> **Work instructions**:
Go through the listing and return every line with "dead" in it.

> **Records provided**:
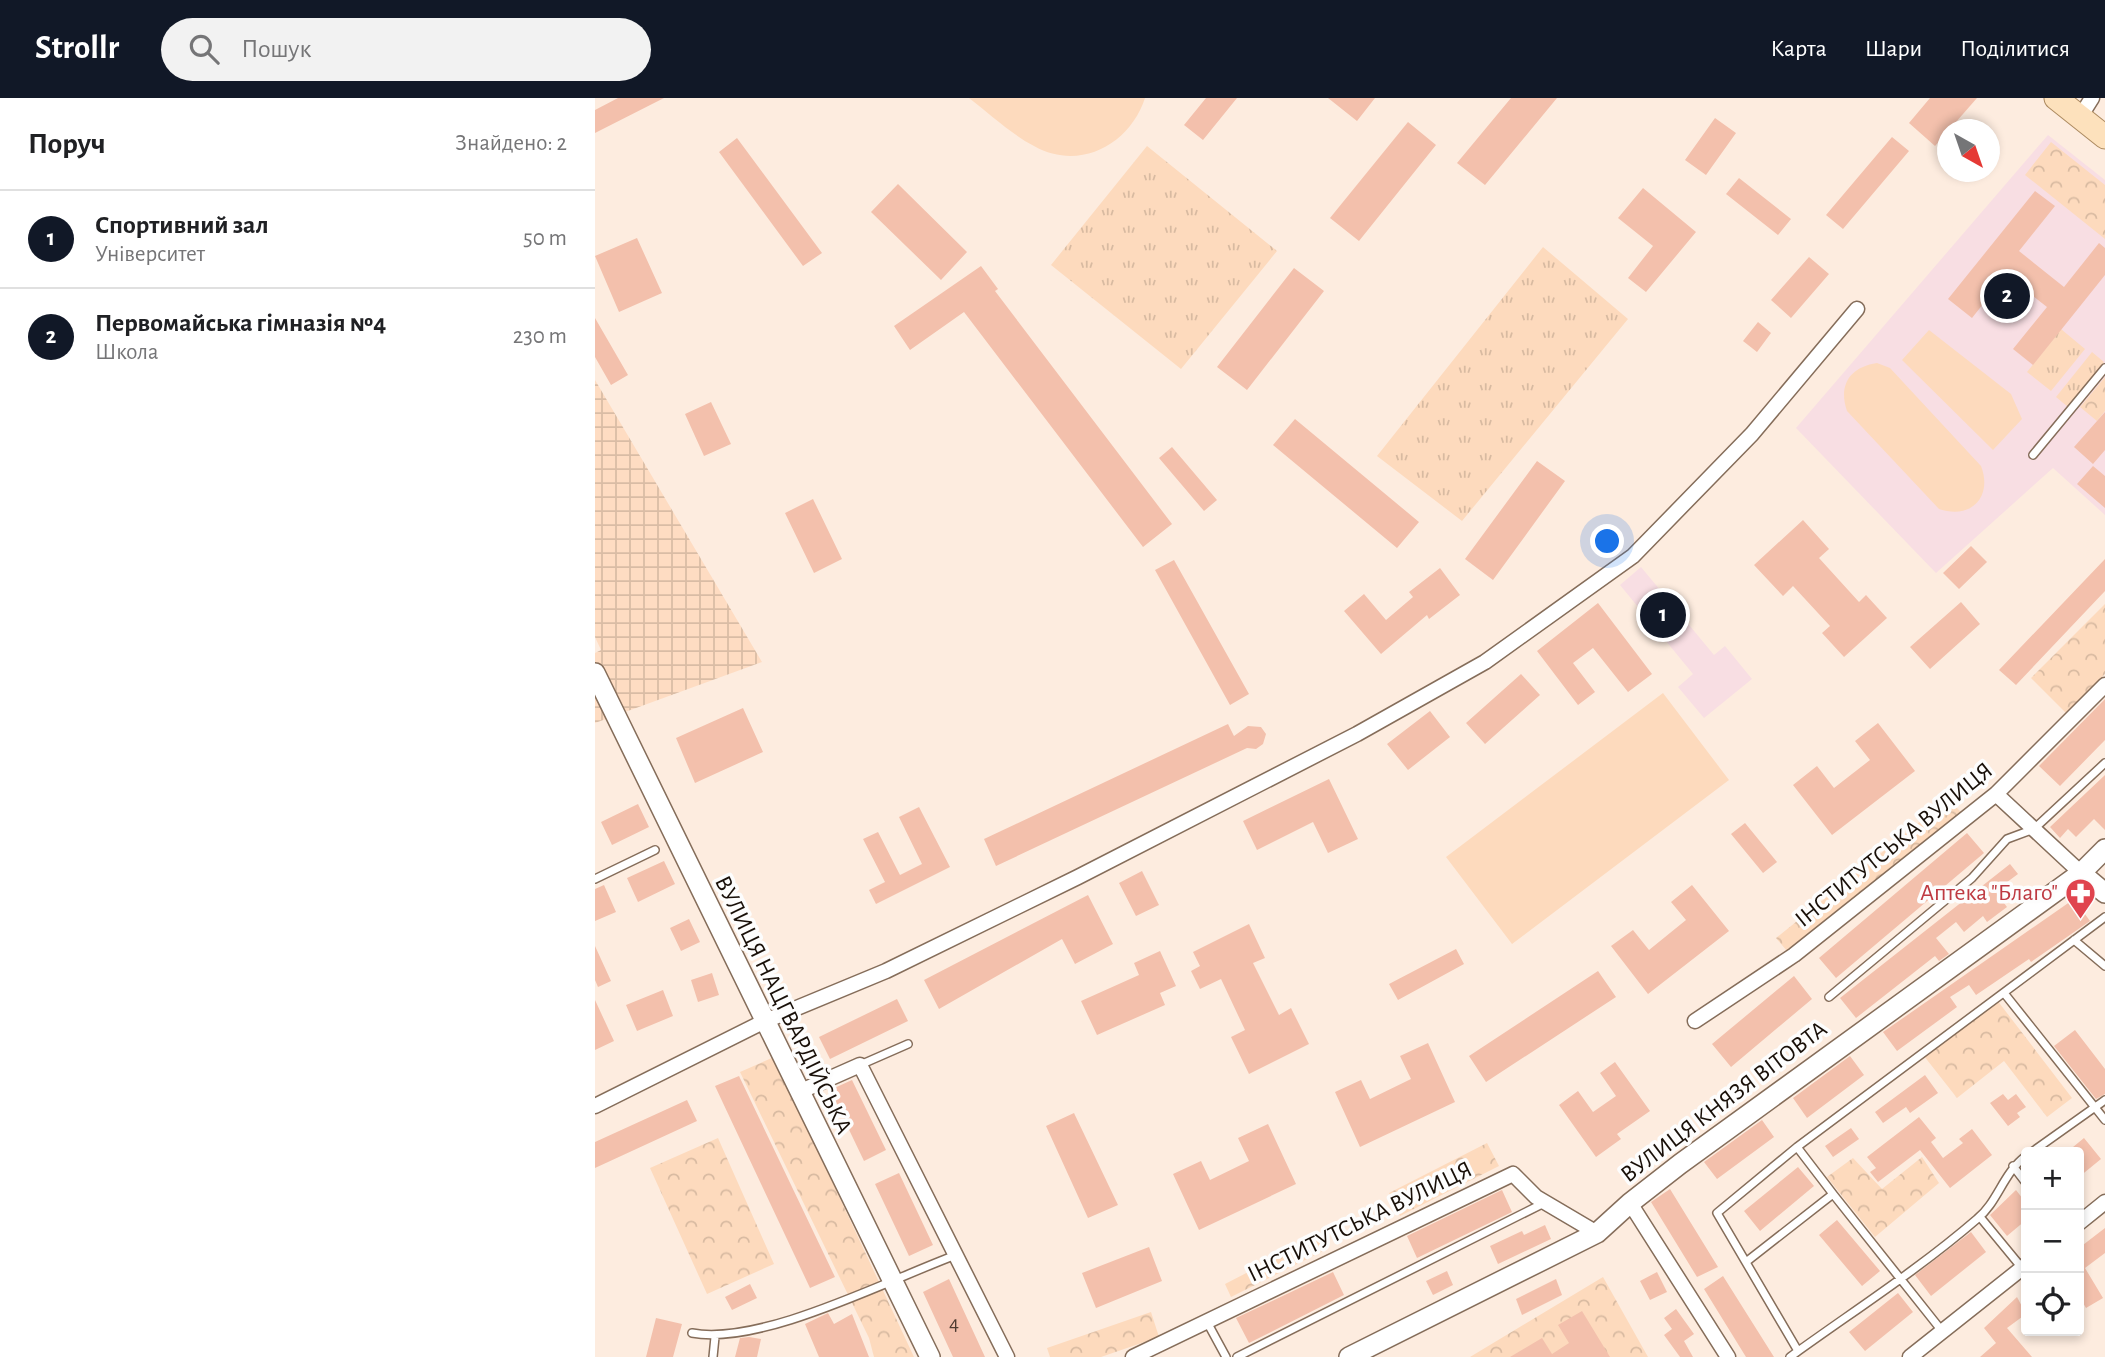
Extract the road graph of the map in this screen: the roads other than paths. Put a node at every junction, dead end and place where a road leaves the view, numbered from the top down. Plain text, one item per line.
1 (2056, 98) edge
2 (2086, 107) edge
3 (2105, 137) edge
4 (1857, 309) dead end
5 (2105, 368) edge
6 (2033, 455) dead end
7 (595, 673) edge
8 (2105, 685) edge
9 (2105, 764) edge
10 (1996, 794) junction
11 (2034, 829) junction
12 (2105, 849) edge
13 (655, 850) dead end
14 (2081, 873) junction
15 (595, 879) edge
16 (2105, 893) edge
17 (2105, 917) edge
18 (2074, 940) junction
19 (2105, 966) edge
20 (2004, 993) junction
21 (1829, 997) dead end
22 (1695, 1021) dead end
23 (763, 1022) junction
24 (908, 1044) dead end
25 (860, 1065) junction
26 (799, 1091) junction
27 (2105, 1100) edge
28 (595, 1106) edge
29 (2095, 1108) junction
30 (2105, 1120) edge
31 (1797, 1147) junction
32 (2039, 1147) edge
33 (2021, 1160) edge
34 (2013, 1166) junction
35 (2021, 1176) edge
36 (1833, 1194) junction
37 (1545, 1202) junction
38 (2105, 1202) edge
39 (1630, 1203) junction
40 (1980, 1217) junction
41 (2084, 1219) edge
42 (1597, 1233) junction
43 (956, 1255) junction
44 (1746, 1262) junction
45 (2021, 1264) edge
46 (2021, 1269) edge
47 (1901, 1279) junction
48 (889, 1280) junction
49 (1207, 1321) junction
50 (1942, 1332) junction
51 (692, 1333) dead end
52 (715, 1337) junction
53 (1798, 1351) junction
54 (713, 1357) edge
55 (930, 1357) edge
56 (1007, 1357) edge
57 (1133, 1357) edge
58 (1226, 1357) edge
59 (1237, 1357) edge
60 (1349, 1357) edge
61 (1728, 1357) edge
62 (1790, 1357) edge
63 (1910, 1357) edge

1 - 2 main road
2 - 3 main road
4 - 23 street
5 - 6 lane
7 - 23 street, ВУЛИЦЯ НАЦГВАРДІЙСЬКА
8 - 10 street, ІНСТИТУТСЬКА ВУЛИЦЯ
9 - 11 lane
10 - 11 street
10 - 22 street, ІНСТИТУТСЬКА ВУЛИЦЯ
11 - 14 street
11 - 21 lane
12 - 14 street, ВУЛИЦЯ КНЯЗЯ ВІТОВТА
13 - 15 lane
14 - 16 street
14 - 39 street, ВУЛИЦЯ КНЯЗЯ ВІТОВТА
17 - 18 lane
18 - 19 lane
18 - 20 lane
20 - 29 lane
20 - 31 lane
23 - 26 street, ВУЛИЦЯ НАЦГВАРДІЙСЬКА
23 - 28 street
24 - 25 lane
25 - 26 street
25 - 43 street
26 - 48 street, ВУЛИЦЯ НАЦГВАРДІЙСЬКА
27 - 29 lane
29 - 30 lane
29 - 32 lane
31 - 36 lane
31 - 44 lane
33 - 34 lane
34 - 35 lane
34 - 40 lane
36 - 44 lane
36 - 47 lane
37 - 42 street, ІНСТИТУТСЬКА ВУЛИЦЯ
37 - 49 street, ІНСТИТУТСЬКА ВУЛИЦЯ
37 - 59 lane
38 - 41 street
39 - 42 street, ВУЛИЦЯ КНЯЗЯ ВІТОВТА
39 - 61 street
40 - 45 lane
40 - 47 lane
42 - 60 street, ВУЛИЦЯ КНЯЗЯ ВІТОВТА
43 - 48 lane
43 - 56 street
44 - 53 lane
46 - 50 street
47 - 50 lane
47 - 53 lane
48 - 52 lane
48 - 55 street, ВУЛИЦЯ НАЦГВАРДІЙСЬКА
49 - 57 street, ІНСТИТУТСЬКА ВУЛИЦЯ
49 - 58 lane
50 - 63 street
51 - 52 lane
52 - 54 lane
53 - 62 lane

> **Result for this task**:
Extract the road graph of the map in this screen: the roads other than paths. Put a node at every junction, dead end and place where a road leaves the view, numbered from the top down. Plain text, one item per line.
4 (1857, 309) dead end
6 (2033, 455) dead end
13 (655, 850) dead end
21 (1829, 997) dead end
22 (1695, 1021) dead end
24 (908, 1044) dead end
51 (692, 1333) dead end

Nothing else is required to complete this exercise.